Why Have A Structure?
- A clear structure makes it easier to see which part of the business does what
- An organisational structure is the way in which a business is arranged to carry out its activities
- The choice of structure impacts the organisations culture-their ethos/beliefs
What Does Organisational Structure Include?
- The routes through which communication passes through the business
- Who has authority/power/responsibility within the business
- The roles and titles of people within the business
- The people whom individual employees are accountable for and for those whom they are responsible
- Delegation is where managers give a portion of their work to their subordinates
- Delegation can allow subordinates to gain more autonomy and become empowered leading to an increase in performance
- Delegation is an aproach used by Democratic managers
- Consultation is where managers ask for and take into account subordinates' views
- Consultation allows a manager to keep more control over a situation
- Consultation is a technique used by Paternalistic managers
Centralistion & Decentralisation
- Centralised organisations are where most decisions are taken by senior managers at the top of the hierarchy
- This leads to rapid decisions but low levels of consultation
- Decentralised businesses gives more authority to workers lower down the hiearchy by delegating decisions
Summary so far...
- Organisational Design describes how a business is organised
- Tall/Traditional structures have many levels in the hierarchy
- Flat structures have few levels in the hierarchy
- Centralised organisations are where senior managers make key decisions
- Decentralised organisations are where workers have more authority to make decisions
- Delegation is where managers give employees some of their work increasing their responsibilty
- Consultation is where managers ask employees their opinions
Economies Of Scale
- These occur when mass producing a good results in lower average cost...
Average Costs fall per unit-Average Costs per unit=Total Costs/Quantity Produced
- Economies of Scale occur within a firm (internal) or within an industry (external)
Internal Economies Of Scale
- "...an ability to produce units of output more cheaply..."

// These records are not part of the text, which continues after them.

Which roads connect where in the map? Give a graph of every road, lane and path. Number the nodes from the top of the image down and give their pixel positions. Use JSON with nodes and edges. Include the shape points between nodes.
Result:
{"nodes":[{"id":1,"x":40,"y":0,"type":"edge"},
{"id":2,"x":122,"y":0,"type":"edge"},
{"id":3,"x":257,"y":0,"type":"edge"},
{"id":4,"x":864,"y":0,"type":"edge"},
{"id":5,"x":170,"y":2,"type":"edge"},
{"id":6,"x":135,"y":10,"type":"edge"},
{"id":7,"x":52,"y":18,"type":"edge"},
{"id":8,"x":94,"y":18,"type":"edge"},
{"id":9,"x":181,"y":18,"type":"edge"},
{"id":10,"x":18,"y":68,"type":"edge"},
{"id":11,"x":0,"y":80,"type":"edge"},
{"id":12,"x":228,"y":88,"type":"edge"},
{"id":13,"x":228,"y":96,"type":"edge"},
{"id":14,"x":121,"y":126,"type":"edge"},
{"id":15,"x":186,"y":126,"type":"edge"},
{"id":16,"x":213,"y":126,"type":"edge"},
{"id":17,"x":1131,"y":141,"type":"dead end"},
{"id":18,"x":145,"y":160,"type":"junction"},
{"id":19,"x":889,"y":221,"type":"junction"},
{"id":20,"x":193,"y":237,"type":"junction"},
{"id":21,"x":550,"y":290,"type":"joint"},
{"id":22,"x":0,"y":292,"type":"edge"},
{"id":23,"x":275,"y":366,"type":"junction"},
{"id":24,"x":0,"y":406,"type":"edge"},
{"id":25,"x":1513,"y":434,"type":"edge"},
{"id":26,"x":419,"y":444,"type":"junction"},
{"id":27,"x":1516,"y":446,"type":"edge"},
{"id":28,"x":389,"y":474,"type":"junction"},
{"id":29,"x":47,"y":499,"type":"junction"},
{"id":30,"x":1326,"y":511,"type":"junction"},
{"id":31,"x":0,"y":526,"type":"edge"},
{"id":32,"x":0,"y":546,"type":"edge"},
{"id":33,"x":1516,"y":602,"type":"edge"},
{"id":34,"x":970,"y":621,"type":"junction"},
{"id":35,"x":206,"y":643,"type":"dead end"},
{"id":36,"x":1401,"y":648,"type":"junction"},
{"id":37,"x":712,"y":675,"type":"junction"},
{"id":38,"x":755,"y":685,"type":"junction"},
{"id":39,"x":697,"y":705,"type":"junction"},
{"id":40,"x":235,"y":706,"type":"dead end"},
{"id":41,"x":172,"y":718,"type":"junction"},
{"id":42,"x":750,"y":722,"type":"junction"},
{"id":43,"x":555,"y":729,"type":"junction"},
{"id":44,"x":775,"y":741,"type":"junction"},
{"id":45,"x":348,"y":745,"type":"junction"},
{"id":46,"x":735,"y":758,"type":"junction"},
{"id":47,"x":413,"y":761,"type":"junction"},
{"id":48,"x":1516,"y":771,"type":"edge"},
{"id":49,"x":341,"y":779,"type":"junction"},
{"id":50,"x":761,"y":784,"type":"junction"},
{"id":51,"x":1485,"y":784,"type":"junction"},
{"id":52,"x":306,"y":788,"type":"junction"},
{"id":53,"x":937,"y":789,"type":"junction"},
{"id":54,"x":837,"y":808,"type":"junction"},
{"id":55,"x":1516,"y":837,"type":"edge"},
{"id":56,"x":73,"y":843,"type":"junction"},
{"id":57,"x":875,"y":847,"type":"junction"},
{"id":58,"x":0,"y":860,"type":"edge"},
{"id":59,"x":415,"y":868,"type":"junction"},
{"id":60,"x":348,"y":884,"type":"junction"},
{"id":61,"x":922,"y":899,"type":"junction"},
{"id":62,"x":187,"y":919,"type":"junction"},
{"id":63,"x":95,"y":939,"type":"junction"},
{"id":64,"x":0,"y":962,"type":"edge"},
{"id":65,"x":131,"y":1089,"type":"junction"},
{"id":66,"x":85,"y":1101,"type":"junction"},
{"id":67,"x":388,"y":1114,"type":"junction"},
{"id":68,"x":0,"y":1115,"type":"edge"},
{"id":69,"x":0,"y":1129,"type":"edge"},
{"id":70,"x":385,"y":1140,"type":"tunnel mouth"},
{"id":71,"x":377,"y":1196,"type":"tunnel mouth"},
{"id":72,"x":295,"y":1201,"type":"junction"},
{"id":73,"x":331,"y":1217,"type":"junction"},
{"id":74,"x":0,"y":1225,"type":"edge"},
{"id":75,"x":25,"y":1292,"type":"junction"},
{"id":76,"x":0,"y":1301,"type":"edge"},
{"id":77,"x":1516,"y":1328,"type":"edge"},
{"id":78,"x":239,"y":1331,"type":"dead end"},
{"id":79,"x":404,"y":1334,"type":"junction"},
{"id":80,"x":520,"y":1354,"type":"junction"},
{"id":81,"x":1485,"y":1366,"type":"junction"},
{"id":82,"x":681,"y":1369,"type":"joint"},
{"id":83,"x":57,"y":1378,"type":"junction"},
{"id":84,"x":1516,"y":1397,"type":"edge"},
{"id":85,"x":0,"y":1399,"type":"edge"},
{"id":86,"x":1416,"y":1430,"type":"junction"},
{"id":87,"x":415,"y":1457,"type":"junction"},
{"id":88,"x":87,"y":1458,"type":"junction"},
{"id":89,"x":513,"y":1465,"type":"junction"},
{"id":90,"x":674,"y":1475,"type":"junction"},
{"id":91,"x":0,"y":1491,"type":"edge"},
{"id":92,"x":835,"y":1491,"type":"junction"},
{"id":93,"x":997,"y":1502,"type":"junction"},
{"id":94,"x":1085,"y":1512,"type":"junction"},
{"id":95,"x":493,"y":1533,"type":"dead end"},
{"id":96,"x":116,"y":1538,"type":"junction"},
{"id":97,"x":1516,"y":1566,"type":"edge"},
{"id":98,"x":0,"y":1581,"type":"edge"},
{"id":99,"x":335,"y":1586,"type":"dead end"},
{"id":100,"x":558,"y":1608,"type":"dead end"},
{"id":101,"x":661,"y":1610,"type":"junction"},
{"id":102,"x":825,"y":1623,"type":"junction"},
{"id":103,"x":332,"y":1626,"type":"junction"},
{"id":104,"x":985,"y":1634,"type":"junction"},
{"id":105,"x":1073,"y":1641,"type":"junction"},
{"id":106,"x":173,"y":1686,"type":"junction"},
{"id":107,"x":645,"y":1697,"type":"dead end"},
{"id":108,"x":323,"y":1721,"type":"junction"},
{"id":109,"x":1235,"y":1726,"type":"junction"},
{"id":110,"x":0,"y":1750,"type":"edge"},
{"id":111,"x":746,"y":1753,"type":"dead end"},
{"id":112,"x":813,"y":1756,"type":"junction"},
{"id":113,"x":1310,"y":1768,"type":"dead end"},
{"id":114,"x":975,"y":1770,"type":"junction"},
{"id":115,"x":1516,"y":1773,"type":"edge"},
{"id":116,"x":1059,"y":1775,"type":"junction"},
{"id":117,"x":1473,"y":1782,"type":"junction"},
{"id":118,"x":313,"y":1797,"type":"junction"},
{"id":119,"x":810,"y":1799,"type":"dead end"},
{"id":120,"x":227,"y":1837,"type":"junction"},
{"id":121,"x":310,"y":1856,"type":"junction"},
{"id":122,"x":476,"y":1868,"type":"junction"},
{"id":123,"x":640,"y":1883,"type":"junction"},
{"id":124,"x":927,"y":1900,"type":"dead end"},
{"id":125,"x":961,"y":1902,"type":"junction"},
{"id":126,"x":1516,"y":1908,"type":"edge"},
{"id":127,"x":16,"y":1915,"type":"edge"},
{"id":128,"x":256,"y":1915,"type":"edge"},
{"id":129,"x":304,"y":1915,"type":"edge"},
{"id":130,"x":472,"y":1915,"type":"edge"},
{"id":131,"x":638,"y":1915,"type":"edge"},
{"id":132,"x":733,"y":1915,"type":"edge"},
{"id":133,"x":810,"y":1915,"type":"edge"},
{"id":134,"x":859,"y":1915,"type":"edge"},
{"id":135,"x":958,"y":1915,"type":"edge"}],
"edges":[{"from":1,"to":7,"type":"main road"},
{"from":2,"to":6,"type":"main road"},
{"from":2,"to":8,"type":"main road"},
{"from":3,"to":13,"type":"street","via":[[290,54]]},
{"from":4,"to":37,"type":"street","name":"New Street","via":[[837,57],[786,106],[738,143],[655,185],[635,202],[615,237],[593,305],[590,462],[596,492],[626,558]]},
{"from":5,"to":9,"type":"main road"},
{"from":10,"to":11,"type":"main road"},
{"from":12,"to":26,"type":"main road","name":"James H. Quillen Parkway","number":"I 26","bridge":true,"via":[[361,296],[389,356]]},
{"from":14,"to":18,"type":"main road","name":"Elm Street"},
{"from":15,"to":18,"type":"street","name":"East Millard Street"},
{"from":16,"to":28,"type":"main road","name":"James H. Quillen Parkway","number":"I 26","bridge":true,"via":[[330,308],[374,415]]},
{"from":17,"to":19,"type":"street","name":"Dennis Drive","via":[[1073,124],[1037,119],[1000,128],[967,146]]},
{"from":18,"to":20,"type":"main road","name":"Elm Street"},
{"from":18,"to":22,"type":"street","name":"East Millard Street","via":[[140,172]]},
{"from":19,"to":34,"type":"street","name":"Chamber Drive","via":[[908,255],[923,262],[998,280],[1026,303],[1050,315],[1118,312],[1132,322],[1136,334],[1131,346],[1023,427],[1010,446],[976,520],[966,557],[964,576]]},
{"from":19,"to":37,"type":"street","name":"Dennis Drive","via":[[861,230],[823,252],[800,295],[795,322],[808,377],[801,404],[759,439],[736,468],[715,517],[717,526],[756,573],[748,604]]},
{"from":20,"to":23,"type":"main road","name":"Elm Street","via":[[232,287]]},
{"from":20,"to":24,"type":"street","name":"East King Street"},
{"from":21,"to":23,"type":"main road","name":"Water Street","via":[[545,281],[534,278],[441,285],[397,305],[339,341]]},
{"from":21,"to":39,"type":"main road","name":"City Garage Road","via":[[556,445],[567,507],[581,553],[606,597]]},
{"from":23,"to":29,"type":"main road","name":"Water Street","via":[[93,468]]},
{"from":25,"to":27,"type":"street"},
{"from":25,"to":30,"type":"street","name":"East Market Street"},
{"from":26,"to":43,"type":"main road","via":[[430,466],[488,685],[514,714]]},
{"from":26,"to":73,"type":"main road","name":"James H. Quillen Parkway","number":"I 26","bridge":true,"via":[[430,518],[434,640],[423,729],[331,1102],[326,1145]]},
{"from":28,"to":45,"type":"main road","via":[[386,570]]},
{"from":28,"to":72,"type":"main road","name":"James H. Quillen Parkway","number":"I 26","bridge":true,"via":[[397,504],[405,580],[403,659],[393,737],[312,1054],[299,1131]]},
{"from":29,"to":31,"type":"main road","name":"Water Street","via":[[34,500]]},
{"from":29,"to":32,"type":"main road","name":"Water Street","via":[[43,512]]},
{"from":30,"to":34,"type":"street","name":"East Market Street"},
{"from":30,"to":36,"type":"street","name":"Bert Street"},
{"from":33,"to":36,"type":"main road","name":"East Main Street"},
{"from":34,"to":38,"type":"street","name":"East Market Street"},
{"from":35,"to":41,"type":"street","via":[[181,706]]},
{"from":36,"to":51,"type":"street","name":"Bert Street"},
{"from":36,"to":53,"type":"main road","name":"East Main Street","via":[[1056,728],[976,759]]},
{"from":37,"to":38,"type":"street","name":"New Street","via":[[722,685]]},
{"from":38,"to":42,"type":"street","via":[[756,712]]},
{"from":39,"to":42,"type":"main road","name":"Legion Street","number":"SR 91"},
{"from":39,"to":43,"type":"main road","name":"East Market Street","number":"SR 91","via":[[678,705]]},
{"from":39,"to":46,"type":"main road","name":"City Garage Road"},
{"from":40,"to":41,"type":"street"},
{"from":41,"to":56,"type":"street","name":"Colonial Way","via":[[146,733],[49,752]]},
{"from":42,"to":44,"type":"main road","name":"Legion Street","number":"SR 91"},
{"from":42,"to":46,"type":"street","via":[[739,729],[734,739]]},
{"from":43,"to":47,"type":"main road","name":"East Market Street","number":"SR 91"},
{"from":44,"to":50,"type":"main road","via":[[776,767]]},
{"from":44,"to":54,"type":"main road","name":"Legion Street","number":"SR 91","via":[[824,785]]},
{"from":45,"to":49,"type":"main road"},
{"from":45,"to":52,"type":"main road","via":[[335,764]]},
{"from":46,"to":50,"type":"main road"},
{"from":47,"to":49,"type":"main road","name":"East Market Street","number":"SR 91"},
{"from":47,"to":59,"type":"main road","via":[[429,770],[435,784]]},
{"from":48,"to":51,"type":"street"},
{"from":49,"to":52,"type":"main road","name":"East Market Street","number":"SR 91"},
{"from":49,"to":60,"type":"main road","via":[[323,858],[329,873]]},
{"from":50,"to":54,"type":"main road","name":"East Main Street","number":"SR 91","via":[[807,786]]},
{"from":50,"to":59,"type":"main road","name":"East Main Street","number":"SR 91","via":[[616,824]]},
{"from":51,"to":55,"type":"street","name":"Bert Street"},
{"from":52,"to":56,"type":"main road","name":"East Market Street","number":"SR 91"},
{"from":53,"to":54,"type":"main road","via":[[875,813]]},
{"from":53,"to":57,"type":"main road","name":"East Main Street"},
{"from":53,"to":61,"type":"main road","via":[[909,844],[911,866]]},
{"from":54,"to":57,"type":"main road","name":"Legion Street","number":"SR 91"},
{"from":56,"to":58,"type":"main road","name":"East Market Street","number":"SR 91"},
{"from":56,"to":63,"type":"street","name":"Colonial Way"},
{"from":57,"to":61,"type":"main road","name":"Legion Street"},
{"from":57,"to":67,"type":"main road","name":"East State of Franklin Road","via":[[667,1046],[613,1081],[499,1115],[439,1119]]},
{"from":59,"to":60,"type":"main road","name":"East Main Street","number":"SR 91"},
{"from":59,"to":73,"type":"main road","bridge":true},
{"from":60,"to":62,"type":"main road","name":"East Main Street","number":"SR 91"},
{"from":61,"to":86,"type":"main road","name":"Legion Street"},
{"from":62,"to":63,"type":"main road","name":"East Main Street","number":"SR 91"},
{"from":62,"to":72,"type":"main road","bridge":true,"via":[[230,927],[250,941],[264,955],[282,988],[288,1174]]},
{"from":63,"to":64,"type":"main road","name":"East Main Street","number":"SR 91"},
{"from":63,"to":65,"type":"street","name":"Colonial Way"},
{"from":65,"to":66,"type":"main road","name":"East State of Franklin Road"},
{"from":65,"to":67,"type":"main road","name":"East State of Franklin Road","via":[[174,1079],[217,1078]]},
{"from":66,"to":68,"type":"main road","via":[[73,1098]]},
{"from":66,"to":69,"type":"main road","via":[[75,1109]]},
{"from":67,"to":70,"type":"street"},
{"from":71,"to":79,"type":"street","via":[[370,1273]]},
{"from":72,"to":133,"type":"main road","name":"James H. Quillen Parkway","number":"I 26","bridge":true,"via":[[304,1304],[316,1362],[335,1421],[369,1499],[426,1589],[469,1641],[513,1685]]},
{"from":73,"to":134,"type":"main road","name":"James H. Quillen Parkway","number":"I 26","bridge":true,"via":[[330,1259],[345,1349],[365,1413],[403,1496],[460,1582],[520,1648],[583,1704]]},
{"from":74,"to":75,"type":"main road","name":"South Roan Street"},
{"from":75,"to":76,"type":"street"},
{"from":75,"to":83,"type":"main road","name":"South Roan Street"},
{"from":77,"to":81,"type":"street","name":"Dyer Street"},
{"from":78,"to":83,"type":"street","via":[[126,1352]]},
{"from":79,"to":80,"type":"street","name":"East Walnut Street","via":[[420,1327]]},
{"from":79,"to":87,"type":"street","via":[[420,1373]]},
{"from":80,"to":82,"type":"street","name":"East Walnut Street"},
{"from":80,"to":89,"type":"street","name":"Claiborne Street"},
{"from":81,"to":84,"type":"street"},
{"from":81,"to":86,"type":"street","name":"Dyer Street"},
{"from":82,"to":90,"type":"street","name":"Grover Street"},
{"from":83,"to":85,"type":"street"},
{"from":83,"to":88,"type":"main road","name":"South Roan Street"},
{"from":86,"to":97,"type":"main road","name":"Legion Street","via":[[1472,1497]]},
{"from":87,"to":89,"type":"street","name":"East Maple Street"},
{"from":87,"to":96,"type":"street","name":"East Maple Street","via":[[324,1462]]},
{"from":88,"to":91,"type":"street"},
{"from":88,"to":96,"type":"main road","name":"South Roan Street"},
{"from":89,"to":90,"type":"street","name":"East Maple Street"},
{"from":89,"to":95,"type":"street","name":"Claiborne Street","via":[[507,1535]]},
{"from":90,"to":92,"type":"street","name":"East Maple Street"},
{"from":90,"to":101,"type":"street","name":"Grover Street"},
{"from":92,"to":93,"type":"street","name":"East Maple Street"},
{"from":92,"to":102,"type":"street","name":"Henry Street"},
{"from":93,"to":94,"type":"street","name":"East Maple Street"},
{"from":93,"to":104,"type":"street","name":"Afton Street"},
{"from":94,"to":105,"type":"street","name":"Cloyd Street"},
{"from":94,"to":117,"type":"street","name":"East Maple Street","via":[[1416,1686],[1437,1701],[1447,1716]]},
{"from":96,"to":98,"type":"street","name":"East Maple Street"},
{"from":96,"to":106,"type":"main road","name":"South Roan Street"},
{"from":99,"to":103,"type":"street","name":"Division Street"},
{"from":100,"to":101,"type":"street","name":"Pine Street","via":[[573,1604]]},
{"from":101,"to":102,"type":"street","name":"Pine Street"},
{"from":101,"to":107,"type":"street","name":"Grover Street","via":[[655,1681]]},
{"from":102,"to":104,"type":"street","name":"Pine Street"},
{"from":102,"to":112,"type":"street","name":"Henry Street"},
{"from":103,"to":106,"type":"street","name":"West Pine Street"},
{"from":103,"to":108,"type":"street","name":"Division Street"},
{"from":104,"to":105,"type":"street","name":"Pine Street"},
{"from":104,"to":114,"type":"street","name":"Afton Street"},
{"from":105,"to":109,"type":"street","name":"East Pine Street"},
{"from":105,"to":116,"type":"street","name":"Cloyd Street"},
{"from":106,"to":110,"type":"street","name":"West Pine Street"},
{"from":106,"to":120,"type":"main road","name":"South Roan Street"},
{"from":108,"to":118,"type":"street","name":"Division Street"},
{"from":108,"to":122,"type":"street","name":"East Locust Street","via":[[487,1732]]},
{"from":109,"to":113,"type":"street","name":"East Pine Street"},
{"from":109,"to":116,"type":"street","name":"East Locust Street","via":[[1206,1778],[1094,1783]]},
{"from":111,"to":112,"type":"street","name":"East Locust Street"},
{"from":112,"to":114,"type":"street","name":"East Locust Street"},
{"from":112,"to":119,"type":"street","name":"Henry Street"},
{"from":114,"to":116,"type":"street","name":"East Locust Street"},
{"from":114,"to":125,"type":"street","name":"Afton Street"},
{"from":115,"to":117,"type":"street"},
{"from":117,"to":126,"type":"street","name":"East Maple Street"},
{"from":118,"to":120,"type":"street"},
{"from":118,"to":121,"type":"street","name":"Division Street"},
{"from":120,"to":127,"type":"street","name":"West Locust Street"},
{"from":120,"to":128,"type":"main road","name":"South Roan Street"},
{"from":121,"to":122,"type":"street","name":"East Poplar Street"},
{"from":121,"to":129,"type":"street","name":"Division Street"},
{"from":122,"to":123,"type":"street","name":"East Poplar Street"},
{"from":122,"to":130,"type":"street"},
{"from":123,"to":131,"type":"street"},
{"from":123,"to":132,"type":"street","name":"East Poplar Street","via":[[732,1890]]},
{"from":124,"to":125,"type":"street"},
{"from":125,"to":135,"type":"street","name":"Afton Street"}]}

- As a business grows in scale, its costs will fall due to internal economies of scale
- There are many types of Internal Economies Of Scale:
- Production/Technical Economies
- Purchasing/Marketing Economies
- Financial Economies
- Managerial Economies
- Risk-Bearing Economies
External Economies Of Scale
- "...those shared by a number of business in the same industry in a particular area..."
- These are advantages gained for the whole industry, not just for individual businesses
i.e. Having specialist skills and labour, or being close to a similar business and being able to work together.
- This looks at the amount a firm is producing compared with how much it could be producing given existing resources...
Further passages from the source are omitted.